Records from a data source
----------
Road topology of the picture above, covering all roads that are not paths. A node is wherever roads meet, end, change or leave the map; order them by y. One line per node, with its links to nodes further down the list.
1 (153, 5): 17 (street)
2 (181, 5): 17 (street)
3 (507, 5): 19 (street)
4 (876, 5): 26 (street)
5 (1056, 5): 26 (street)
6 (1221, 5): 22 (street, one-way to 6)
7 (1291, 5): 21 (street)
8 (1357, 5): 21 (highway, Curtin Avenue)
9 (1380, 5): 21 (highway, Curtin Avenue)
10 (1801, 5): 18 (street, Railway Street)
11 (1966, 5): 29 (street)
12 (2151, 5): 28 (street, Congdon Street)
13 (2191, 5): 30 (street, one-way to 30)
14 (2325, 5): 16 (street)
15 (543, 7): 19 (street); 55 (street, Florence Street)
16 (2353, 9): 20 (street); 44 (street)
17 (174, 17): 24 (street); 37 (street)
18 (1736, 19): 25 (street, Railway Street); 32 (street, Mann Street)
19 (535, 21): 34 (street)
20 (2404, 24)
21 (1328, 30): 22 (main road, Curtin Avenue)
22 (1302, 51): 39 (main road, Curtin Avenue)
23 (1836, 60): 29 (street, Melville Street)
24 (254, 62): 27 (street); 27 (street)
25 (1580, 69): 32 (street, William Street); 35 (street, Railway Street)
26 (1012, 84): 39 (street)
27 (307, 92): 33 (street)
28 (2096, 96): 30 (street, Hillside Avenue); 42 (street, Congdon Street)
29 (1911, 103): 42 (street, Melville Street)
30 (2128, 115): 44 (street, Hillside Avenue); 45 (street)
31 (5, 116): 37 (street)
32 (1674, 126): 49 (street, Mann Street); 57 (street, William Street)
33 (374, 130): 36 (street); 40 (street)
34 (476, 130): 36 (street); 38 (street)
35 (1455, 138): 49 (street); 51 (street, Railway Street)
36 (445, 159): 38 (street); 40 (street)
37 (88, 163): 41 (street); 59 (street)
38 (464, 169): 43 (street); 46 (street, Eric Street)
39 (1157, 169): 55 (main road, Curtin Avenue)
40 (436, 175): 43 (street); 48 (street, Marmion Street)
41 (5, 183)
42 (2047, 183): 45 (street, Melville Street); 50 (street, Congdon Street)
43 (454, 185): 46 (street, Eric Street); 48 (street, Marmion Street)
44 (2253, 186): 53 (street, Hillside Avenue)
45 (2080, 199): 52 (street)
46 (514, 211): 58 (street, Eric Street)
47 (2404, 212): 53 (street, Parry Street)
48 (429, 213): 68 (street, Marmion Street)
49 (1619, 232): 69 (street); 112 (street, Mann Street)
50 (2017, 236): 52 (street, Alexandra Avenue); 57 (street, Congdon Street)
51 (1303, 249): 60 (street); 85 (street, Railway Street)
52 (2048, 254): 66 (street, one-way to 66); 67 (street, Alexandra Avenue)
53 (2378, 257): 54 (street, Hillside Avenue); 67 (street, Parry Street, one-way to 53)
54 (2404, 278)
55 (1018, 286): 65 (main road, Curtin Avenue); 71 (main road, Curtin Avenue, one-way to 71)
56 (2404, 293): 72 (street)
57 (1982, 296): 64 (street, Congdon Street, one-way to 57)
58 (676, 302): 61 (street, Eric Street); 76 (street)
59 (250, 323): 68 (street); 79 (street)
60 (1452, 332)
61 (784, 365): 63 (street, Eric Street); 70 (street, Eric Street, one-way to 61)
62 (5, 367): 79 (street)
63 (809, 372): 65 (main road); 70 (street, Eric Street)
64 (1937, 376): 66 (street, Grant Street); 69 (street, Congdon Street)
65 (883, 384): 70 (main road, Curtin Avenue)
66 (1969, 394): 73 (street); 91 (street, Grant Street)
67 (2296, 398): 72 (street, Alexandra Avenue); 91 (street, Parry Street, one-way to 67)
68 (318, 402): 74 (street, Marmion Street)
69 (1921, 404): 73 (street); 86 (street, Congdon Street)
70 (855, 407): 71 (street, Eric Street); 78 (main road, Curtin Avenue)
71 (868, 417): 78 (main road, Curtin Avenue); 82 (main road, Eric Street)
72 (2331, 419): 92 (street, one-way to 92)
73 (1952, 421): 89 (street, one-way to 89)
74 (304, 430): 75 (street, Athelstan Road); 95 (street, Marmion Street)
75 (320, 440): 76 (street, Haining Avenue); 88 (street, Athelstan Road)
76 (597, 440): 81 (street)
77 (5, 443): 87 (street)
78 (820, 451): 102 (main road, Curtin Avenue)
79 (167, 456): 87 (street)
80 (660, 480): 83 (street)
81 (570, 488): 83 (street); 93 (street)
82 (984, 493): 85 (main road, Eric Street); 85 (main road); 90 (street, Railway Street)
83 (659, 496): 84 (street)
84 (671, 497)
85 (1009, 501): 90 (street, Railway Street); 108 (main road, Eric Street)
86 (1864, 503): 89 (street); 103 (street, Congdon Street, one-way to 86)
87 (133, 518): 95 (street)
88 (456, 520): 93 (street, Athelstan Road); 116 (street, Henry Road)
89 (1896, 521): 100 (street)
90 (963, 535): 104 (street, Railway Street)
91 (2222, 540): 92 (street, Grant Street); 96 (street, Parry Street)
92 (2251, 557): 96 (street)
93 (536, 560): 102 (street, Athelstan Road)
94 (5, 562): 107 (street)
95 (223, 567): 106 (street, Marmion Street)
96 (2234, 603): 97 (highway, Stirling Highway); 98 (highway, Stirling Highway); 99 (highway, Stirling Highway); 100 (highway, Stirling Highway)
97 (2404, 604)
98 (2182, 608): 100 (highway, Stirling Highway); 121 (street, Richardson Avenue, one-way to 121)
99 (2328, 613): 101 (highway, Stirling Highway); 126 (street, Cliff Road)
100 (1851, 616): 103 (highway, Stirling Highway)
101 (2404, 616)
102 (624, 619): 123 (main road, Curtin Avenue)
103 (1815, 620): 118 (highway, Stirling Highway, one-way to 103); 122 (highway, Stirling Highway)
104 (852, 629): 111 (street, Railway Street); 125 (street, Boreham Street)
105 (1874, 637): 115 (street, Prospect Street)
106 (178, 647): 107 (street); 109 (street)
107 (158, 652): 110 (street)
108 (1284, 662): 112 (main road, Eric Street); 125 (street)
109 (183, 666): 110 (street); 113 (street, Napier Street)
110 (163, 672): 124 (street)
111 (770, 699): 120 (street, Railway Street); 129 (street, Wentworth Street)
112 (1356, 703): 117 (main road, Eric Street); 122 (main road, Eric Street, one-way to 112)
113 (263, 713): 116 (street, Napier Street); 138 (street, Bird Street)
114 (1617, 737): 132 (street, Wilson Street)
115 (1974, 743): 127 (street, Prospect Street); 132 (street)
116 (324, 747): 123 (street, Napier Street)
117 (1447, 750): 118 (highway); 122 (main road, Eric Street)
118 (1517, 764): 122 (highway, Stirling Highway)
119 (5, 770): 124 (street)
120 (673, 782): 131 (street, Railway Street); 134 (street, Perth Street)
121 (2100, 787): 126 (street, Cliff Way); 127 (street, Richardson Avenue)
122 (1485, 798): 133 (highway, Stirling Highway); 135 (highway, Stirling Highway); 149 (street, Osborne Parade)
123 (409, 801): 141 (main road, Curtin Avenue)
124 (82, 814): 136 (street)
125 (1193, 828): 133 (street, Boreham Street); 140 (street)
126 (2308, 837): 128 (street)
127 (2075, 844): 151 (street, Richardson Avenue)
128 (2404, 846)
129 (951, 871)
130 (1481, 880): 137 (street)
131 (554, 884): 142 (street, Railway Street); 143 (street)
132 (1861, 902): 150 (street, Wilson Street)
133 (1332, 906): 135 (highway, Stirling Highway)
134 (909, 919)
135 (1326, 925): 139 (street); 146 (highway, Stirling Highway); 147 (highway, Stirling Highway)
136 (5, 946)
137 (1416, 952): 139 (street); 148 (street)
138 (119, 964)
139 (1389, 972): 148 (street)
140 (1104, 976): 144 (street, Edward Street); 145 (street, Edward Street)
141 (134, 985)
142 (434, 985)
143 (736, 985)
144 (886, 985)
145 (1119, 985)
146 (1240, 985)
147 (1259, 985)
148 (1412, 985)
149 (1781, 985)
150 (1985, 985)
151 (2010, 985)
----------
Goal of the exercise: Which lines of the records contain "Railway"? Show each of them.

Answer to this task:
10 (1801, 5): 18 (street, Railway Street)
18 (1736, 19): 25 (street, Railway Street); 32 (street, Mann Street)
25 (1580, 69): 32 (street, William Street); 35 (street, Railway Street)
35 (1455, 138): 49 (street); 51 (street, Railway Street)
51 (1303, 249): 60 (street); 85 (street, Railway Street)
82 (984, 493): 85 (main road, Eric Street); 85 (main road); 90 (street, Railway Street)
85 (1009, 501): 90 (street, Railway Street); 108 (main road, Eric Street)
90 (963, 535): 104 (street, Railway Street)
104 (852, 629): 111 (street, Railway Street); 125 (street, Boreham Street)
111 (770, 699): 120 (street, Railway Street); 129 (street, Wentworth Street)
120 (673, 782): 131 (street, Railway Street); 134 (street, Perth Street)
131 (554, 884): 142 (street, Railway Street); 143 (street)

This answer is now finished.